=== Begin Enclosure ===

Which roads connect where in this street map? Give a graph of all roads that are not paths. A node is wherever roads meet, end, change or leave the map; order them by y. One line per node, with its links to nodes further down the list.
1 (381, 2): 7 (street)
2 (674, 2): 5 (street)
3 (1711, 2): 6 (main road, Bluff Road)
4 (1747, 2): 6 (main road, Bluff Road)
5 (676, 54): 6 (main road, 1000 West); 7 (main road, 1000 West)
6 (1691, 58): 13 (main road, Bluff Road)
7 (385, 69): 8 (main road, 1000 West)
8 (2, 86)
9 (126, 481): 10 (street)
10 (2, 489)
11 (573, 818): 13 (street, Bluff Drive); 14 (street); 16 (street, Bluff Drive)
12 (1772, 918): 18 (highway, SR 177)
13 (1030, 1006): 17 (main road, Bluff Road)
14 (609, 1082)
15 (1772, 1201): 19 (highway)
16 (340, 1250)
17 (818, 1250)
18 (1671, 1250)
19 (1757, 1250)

=== End Enclosure ===

■ **What you will do**
Output a faithful copy of every entry, keeping each line as written.

■ **Exercise answer**
Which roads connect where in this street map? Give a graph of all roads that are not paths. A node is wherever roads meet, end, change or leave the map; order them by y. One line per node, with its links to nodes further down the list.
1 (381, 2): 7 (street)
2 (674, 2): 5 (street)
3 (1711, 2): 6 (main road, Bluff Road)
4 (1747, 2): 6 (main road, Bluff Road)
5 (676, 54): 6 (main road, 1000 West); 7 (main road, 1000 West)
6 (1691, 58): 13 (main road, Bluff Road)
7 (385, 69): 8 (main road, 1000 West)
8 (2, 86)
9 (126, 481): 10 (street)
10 (2, 489)
11 (573, 818): 13 (street, Bluff Drive); 14 (street); 16 (street, Bluff Drive)
12 (1772, 918): 18 (highway, SR 177)
13 (1030, 1006): 17 (main road, Bluff Road)
14 (609, 1082)
15 (1772, 1201): 19 (highway)
16 (340, 1250)
17 (818, 1250)
18 (1671, 1250)
19 (1757, 1250)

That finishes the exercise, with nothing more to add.